EXERCISE: Compute the number of lines in the following data that include the word "above", and output that number alone.
■ ■ ■ ■ ■ ■ ■
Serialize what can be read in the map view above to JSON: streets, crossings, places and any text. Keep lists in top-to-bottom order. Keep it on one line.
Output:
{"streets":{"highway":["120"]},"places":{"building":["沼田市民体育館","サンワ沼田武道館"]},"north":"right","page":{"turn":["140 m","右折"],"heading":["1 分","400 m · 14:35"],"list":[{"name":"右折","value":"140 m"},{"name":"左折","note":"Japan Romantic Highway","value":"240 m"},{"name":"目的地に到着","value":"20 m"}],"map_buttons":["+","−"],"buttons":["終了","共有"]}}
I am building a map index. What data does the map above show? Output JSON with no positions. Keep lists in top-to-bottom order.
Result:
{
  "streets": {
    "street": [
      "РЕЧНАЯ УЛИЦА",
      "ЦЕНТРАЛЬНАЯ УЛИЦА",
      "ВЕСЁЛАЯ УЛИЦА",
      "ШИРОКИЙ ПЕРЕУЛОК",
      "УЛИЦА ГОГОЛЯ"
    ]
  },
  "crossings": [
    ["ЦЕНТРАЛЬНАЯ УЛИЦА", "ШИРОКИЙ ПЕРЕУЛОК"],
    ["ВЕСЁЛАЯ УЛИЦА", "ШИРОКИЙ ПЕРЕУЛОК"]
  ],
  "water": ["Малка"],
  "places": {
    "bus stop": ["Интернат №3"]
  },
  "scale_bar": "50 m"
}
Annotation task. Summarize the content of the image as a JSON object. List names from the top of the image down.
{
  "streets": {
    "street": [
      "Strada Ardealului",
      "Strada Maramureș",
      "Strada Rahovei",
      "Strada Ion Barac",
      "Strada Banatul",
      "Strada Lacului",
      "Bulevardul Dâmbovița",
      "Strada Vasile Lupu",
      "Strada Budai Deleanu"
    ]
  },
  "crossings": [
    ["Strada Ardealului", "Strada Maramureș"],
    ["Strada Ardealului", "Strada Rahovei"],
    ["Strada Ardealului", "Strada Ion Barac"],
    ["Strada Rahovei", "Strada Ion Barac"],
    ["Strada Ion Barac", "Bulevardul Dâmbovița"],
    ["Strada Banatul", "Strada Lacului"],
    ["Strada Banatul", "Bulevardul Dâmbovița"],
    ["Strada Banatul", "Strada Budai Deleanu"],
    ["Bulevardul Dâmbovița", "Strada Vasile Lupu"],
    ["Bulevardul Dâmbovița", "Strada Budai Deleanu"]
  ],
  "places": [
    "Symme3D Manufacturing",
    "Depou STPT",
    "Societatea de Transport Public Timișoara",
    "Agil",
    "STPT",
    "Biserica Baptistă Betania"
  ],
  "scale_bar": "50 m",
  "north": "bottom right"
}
■ ■ ■ ■ ■ ■ ■
ANSWER TO THE PROBLEM: 2